**What the task asks**
If a line of the data below contains the string "Vänersborgsvägen", count it, then state the total alone.

Stored data:
_ _ _ _

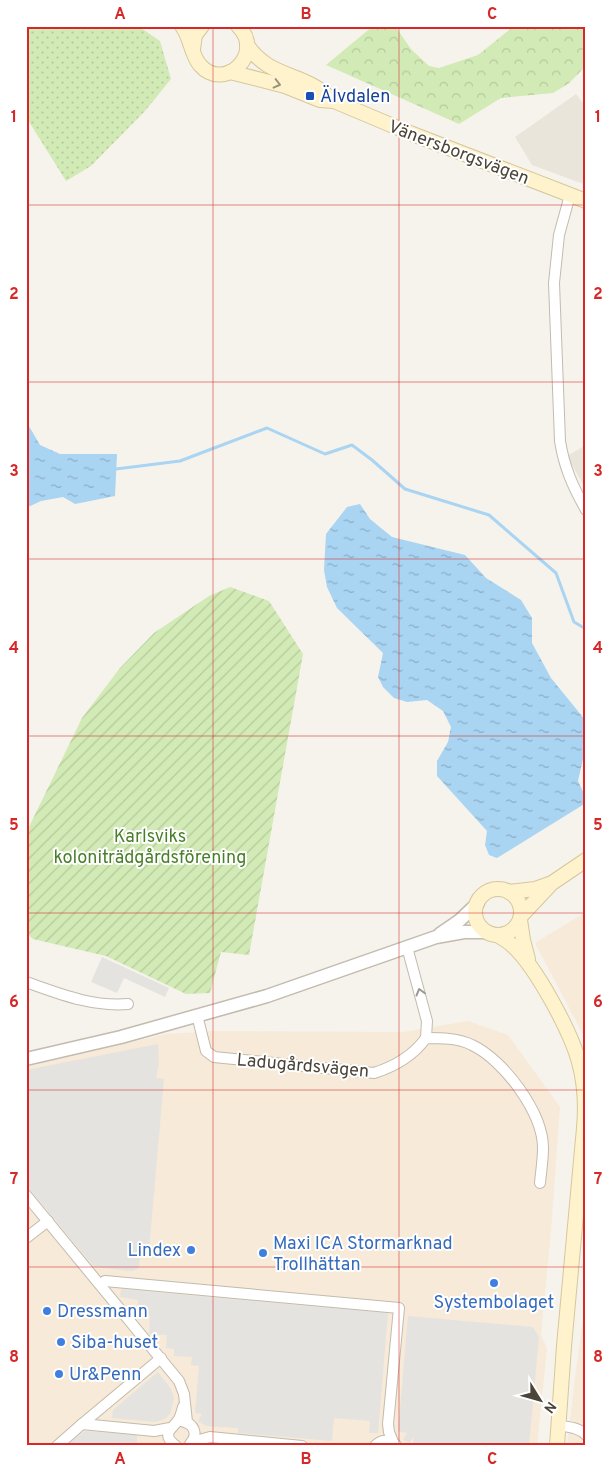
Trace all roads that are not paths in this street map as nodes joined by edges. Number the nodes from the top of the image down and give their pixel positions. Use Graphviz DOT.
graph roads {
  1 [pos="182,26"];
  2 [pos="202,26"];
  3 [pos="238,26"];
  4 [pos="247,45"];
  5 [pos="193,49"];
  6 [pos="230,72"];
  7 [pos="334,102"];
  8 [pos="570,195"];
  9 [pos="586,201"];
  10 [pos="586,510"];
  11 [pos="586,860"];
  12 [pos="552,883"];
  13 [pos="509,892"];
  14 [pos="478,903"];
  15 [pos="520,918"];
  16 [pos="492,933"];
  17 [pos="436,937"];
  18 [pos="407,947"];
  19 [pos="532,969"];
  20 [pos="26,982"];
  21 [pos="128,1004"];
  22 [pos="198,1015"];
  23 [pos="426,1038"];
  24 [pos="26,1059"];
  25 [pos="540,1183"];
  26 [pos="26,1195"];
  27 [pos="48,1221"];
  28 [pos="26,1238"];
  29 [pos="100,1284"];
  30 [pos="161,1358"];
  31 [pos="82,1424"];
  32 [pos="388,1424"];
  33 [pos="182,1425"];
  34 [pos="557,1426"];
  35 [pos="154,1431"];
  36 [pos="586,1435"];
  37 [pos="210,1437"];
  38 [pos="173,1443"];
  39 [pos="378,1443"];
  40 [pos="190,1444"];
  41 [pos="394,1444"];
  42 [pos="555,1444"];
  43 [pos="57,1446"];
  44 [pos="302,1446"];
  1 -- 5 [label="main road, Vänersborgsvägen"];
  2 -- 5 [label="main road"];
  3 -- 4 [label="main road, Vänersborgsvägen"];
  4 -- 6 [label="main road"];
  4 -- 7 [label="main road, Vänersborgsvägen"];
  5 -- 6 [label="main road, Vänersborgsvägen"];
  6 -- 7 [label="main road, Vänersborgsvägen, one-way"];
  7 -- 8 [label="main road, Vänersborgsvägen"];
  8 -- 9 [label="main road, Vänersborgsvägen"];
  8 -- 10 [label="street"];
  11 -- 12 [label="main road"];
  12 -- 13 [label="main road"];
  12 -- 15 [label="main road"];
  13 -- 14 [label="main road"];
  13 -- 15 [label="main road"];
  14 -- 16 [label="main road"];
  14 -- 17 [label="street"];
  15 -- 16 [label="main road"];
  15 -- 19 [label="main road"];
  16 -- 17 [label="street"];
  16 -- 19 [label="main road"];
  17 -- 18 [label="street"];
  18 -- 22 [label="street"];
  23 -- 18 [label="street, one-way"];
  19 -- 34 [label="main road"];
  20 -- 21 [label="street"];
  22 -- 23 [label="street, Ladugårdsvägen"];
  22 -- 24 [label="street"];
  23 -- 25 [label="street"];
  26 -- 27 [label="street"];
  27 -- 28 [label="street"];
  27 -- 29 [label="street"];
  29 -- 30 [label="street"];
  29 -- 32 [label="street"];
  30 -- 31 [label="street"];
  30 -- 33 [label="street"];
  31 -- 35 [label="street"];
  31 -- 43 [label="street"];
  32 -- 39 [label="street"];
  32 -- 41 [label="street"];
  33 -- 35 [label="street"];
  33 -- 37 [label="street"];
  33 -- 38 [label="street"];
  33 -- 40 [label="street"];
  34 -- 36 [label="street"];
  34 -- 42 [label="main road"];
  35 -- 38 [label="street"];
  37 -- 40 [label="street"];
  37 -- 44 [label="street"];
  39 -- 41 [label="street"];
}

_ _ _ _

**Response area**
7